Task requirements: The copy has to match the records word for word and include no pictures.

Stored data entries:

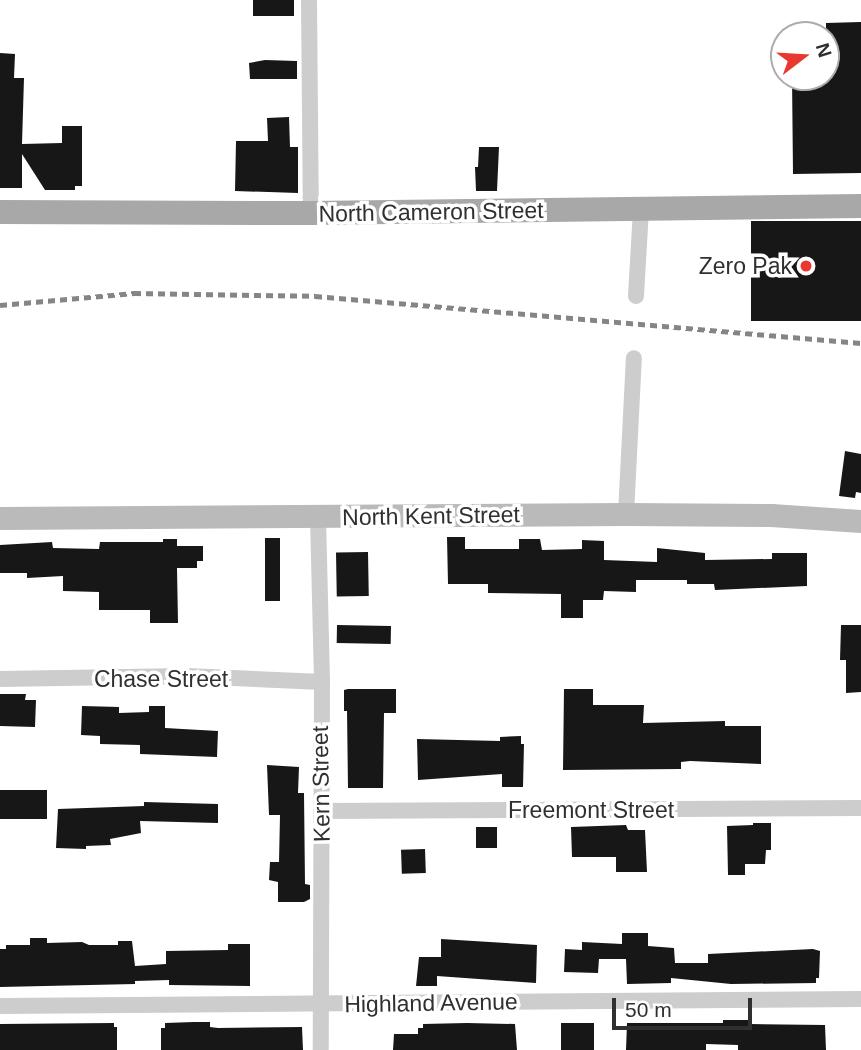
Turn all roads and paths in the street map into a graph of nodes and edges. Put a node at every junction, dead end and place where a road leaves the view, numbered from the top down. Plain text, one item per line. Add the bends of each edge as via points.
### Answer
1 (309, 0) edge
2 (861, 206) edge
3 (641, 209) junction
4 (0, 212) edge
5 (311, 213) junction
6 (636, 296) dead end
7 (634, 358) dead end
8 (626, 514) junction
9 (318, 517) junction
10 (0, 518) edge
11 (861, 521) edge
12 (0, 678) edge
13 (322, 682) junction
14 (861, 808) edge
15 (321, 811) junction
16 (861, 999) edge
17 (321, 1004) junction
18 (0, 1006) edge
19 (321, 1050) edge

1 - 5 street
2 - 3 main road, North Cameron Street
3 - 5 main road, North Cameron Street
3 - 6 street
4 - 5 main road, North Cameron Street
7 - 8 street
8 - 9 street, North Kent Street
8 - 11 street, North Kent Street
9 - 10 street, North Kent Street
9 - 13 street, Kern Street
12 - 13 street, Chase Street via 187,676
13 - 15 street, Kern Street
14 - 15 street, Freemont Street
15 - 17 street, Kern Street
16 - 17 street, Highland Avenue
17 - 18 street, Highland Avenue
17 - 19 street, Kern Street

Written solution:
Turn all roads and paths in the street map into a graph of nodes and edges. Put a node at every junction, dead end and place where a road leaves the view, numbered from the top down. Plain text, one item per line. Add the bends of each edge as via points.
### Answer
1 (309, 0) edge
2 (861, 206) edge
3 (641, 209) junction
4 (0, 212) edge
5 (311, 213) junction
6 (636, 296) dead end
7 (634, 358) dead end
8 (626, 514) junction
9 (318, 517) junction
10 (0, 518) edge
11 (861, 521) edge
12 (0, 678) edge
13 (322, 682) junction
14 (861, 808) edge
15 (321, 811) junction
16 (861, 999) edge
17 (321, 1004) junction
18 (0, 1006) edge
19 (321, 1050) edge

1 - 5 street
2 - 3 main road, North Cameron Street
3 - 5 main road, North Cameron Street
3 - 6 street
4 - 5 main road, North Cameron Street
7 - 8 street
8 - 9 street, North Kent Street
8 - 11 street, North Kent Street
9 - 10 street, North Kent Street
9 - 13 street, Kern Street
12 - 13 street, Chase Street via 187,676
13 - 15 street, Kern Street
14 - 15 street, Freemont Street
15 - 17 street, Kern Street
16 - 17 street, Highland Avenue
17 - 18 street, Highland Avenue
17 - 19 street, Kern Street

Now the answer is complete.